China's unofficial K-pop ban is still shaping BTS's world tour map
Fortune and AP reporting explain why BTS's comeback tour skips mainland China a decade after Beijing quietly restricted most South Korean entertainment.

Read the original article on Fortune →
BTS is back on tour, but one major market is missing from the routing: mainland China. Fortune, drawing on Associated Press reporting, traces the gap to an unofficial entertainment restriction Beijing has maintained since 2016 after a dispute over a U.S. missile-defense deployment in South Korea.
The piece frames the ban as both geopolitical and cultural. Chinese authorities have never formally announced a prohibition, yet most Korean dramas, films, and idol promotions have been sidelined for years while domestic pop culture expanded.
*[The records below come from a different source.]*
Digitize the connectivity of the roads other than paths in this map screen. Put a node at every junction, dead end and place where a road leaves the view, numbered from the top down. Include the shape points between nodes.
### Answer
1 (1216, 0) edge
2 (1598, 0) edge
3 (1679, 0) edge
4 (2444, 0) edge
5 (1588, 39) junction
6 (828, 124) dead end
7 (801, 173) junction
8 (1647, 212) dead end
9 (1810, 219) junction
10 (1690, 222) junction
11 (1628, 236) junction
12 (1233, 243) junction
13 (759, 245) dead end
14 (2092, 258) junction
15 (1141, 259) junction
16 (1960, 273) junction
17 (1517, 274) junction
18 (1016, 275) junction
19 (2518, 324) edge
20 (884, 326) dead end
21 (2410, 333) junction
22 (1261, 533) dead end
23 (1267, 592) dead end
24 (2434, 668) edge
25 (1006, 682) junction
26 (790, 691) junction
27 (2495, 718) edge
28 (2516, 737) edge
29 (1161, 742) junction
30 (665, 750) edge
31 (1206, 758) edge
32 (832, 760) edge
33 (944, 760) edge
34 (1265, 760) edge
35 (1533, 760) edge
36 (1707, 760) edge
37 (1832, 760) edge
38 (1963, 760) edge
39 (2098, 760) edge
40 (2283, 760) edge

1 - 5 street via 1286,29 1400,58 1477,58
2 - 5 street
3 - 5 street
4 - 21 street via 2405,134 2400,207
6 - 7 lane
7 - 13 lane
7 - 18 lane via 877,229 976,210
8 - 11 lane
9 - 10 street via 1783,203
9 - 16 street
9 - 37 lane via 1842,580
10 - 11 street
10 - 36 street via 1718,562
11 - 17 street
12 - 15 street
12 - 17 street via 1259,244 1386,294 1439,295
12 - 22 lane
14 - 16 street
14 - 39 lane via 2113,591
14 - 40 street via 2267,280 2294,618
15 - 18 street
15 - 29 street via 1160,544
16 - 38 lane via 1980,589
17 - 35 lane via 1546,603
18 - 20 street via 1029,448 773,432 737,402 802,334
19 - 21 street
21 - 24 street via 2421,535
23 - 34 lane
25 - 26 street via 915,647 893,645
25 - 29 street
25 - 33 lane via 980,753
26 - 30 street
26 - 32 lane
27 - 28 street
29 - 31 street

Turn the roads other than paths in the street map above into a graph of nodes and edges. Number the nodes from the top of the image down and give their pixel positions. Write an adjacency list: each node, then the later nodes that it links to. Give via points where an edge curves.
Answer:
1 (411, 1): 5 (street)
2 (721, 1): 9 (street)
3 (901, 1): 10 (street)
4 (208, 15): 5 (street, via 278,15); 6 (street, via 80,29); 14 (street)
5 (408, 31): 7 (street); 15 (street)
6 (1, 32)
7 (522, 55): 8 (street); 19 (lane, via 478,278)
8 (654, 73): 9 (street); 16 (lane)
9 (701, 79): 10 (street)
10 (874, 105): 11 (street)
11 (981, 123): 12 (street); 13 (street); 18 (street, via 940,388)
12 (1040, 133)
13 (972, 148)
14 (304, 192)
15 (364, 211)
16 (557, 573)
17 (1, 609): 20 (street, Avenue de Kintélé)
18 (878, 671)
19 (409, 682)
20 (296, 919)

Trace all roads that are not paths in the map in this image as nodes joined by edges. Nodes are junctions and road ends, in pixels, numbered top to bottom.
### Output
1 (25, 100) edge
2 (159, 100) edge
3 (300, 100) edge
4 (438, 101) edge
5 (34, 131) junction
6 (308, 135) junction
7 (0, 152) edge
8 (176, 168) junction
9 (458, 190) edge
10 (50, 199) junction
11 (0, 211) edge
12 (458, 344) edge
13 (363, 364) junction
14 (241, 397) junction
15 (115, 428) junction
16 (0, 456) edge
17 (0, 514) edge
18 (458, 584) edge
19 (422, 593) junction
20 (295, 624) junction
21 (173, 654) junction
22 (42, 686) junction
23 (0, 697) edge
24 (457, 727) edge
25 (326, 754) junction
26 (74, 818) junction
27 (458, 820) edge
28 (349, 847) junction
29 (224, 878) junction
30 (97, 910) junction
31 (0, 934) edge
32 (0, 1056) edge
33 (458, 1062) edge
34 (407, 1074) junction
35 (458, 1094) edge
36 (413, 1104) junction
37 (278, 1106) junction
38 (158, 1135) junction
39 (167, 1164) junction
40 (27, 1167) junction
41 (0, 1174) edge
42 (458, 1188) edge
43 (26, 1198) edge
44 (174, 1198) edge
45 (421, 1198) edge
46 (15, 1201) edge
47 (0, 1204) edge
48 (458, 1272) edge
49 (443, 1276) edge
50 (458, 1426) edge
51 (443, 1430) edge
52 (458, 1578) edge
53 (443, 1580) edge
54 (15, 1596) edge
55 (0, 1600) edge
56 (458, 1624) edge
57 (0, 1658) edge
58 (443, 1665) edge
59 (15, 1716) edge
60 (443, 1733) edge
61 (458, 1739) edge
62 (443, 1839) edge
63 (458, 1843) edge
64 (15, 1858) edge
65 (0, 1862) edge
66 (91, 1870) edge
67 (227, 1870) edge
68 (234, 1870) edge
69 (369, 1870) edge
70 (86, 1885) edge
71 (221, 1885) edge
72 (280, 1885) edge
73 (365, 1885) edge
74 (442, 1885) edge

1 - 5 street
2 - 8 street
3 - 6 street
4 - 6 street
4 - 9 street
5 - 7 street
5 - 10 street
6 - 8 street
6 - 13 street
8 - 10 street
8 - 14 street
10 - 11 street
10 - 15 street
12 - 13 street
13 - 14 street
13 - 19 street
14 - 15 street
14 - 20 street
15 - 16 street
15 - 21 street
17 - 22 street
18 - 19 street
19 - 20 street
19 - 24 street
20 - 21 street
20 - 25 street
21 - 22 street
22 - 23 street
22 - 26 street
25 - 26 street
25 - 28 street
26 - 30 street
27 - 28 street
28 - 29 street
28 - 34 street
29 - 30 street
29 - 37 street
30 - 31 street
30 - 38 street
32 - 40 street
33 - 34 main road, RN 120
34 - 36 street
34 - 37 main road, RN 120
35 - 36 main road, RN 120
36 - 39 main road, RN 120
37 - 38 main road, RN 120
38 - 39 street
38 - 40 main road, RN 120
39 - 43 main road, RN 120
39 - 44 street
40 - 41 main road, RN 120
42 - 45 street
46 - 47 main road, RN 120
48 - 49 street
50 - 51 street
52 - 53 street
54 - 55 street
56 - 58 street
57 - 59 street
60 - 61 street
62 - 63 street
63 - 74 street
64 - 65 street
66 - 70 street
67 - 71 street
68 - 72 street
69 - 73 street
Fans quoted in the coverage describe flying to Seoul and other cities to see groups perform, treating Hong Kong, Macao, and Taiwan as the nearest official stops where tours can still land.
Analysts in the article argue the restriction lasted because Korean content became too popular to ignore as a influence on young audiences Beijing could not directly control.
The reporting also notes limited openings: some groups with non-Korean members have performed, pop-up merchandise stores draw lines, and older dramas remain on some platforms while newer hits circulate through piracy.
For diaspora K-pop listeners, the story is a reminder that chart dominance and tour maps are not the same thing. A group's biggest fan base can sit inside a market the itinerary skips for policy reasons.
Fortune's piece connects the ban to broader questions about cultural governance, Gen Z fandom, and how South Korea's entertainment industry rebuilt around Japan, North America, and other growth markets while waiting on any thaw with China.